El segundo libro de hoy es secuela directa del que vimos el 14/03/22. De hecho, en Argentina se llama "Me Prometiste Oscuridad II". Nada, un bajón. Pensé que me iba a gustar tanto o más que el primer tomo, pero esta vez no me pude enganchar con lo que me trató de contar Damián Connelly. Me aburrí mucho, me saturó rápido el jueguito de los saltos temporales a antes, durante y después del supuesto apocalipsis, los personajes no me generaron empatía, las pinceladas de humor no me causaron gracia... La única explicación que le encuentro es que hay un cambio de registro: el primer Me Prometiste Oscuridad era un comic de misterio sobrenatural con pibes y pibas que tienen superpoderes. El segundo es básicamente machaca sobrenatural entre pibes y pibas que tienen superpoderes. Y la estética de Connelly y el ritmo que elige para narrar se ajustan (para mi gusto) mucho más al misterio que a la machaca. Para ver peleas entre personajes con poderes locos, prefiero una onda Mike Allred, colores, otra dinámica en la puesta en página, otra claridad en la narrativa... Me Prometiste Oscuridad II no se puede tildar de "secuela innecesaria" porque el primer libro dejaba varias puntas abiertas para explorar y había presentado un universo complejo y atractivo. Pero este regreso de Sebastián, Yuko y el resto de los hijos del cometa no me transmitió las mismas sensaciones, se me hizo tedioso, confuso, enroscado al pedo. Por ahí es todo producto de ese ruido que me hace un estilo ultra-dark y ultra-fotográfico que utiliza Connelly para el dibujo, no lo sé. Lo cierto es que así como la primera saga me resultó interesante y promisoria, la segunda requirió un esfuerzo enorme para llegar al final. La edición argentina a cargo de Deriva, impecable, un verdadero lujo.

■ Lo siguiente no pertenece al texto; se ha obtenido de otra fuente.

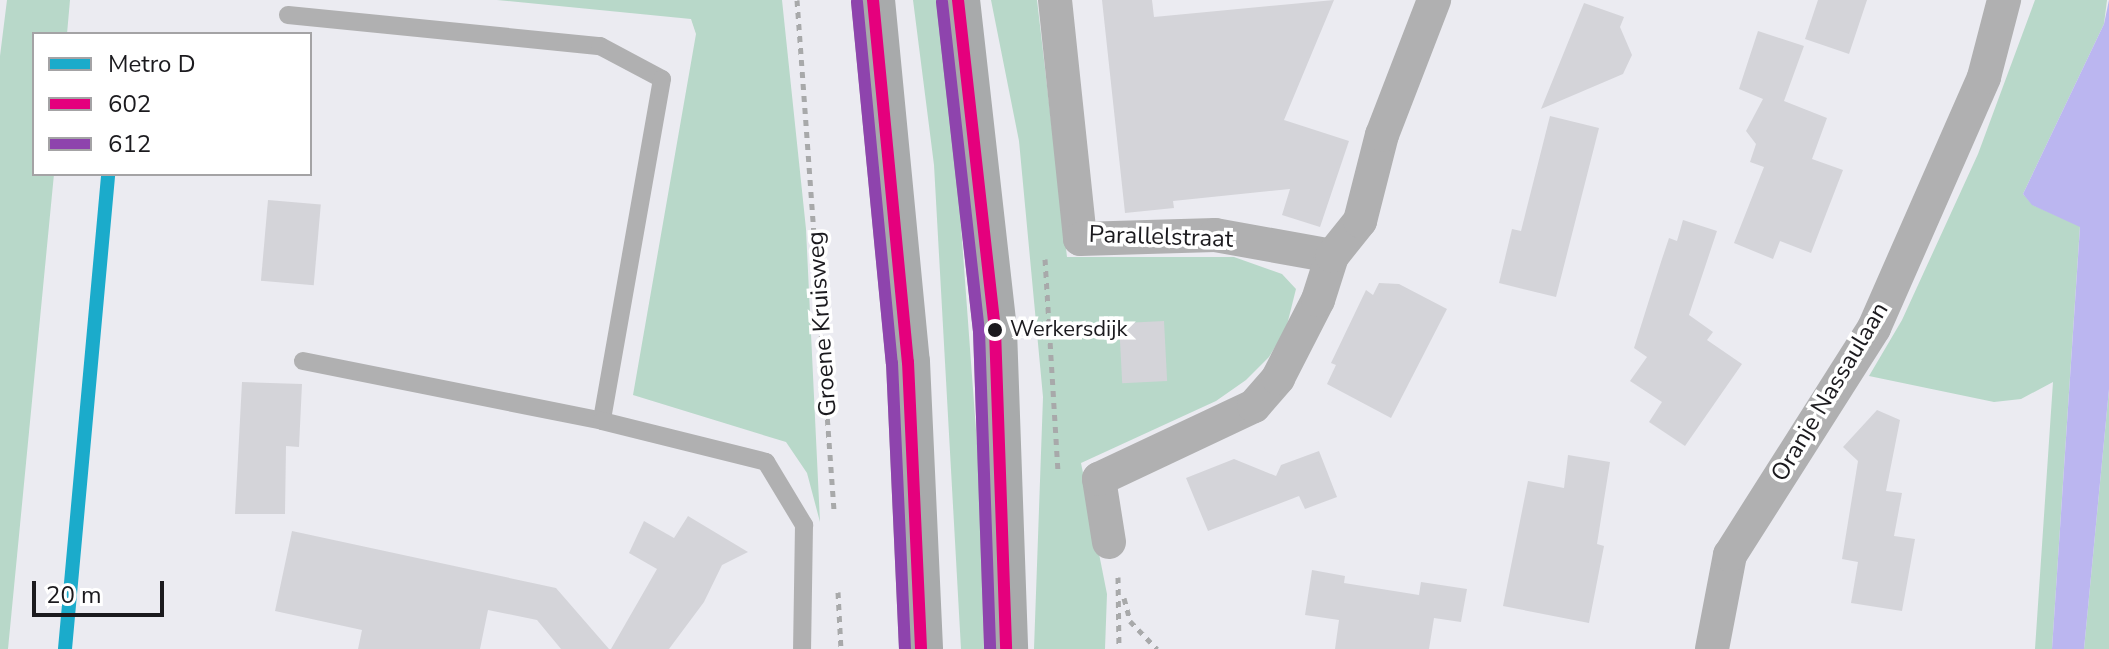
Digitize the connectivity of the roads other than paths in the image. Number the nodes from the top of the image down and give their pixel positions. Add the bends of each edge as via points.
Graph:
1 (873, 0) edge
2 (958, 0) edge
3 (1055, 0) edge
4 (1434, 0) edge
5 (2004, 0) edge
6 (288, 15) dead end
7 (1332, 256) junction
8 (303, 361) dead end
9 (602, 421) junction
10 (1109, 542) road end
11 (802, 649) edge
12 (921, 649) edge
13 (1006, 649) edge
14 (1712, 649) edge

1 - 12 main road via 908,362
2 - 13 main road via 971,76 995,330
3 - 7 street, Parallelstraat via 1080,239 1215,235
4 - 7 street via 1382,135 1360,221
5 - 14 street, Oranje Nassaulaan via 1984,77 1874,328 1730,555
6 - 9 lane via 600,46 662,79
7 - 10 street via 1318,300 1278,378 1254,406 1099,479
8 - 9 lane
9 - 11 lane via 766,462 804,525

Con menos pretensiones y más fidelidad al concepto de "misterio sobrenatural", Favor con Favor se Paga me entretuvo y hasta me emocionó de punta a punta del librito (también, bellamente editado en este caso por Multiversal). La dupla de Lubrio y Nicolás Viñolo funcionaba bárbaro en la versión digital de Fierro y acá se termina de consolidar con una muy buena historia, emotiva, profunda, cercana, a la que no le faltan dosis muy logradas de violencia, mala leche y momentos pesadillescos en los que los autores coquetean con el género del terror. Creo que lo único que no me fascinó es el color, muy jugado al truco de engamar la página entera en tonos azules, rojos, naranjas o verdes (según la secuencia). En la secuencia final, donde se ve un coloreado más tradicional si se quiere, se nota que Viñolo la tiene muy clara en ese rubro, y uno se empieza a imaginar cuánto mejor se vería toda la novela si estuviera toda coloreada como esa última página, que es hermosa. Pero el dibujo es excelente (al nivel de lo que había mostrado el dibujante mendocino en la gloriosa Vorágine), hay un gran trabajo en los personajes, sus expresiones, su vestimenta, su entorno. El relato fluye con naturalidad, conserva la claridad y ese gancho casi adictivo incluso cuando el guion de Lubrio se hace más enroscado, más introspectivo, menos aventurero. En el guion también, se nota un gran trabajo en el desarrollo de los dos personajes centrales (Branda y Zefira), muy buenos diálogos, muy buen manejo del tempo narrativo como para mantener el suspenso y la intriga hasta el final. Favor con Favor se Paga es un comic muy notable, incluso con méritos más que suficientes para enganchar a lectores que habitualmente no consumen historieta, o a los que les cuesta entrarle a la historieta argentina actual. Tiene la duración justa, un equipo creativo en un nivel altísimo, mucha fuerza y mucho corazón. Quiero más trabajos de esta dupla autoral, en lo posible hoy mismo. Y nada más, por hoy. Ni bien tenga más libros leídos, los comentamos por acá. Gracias y hasta pronto.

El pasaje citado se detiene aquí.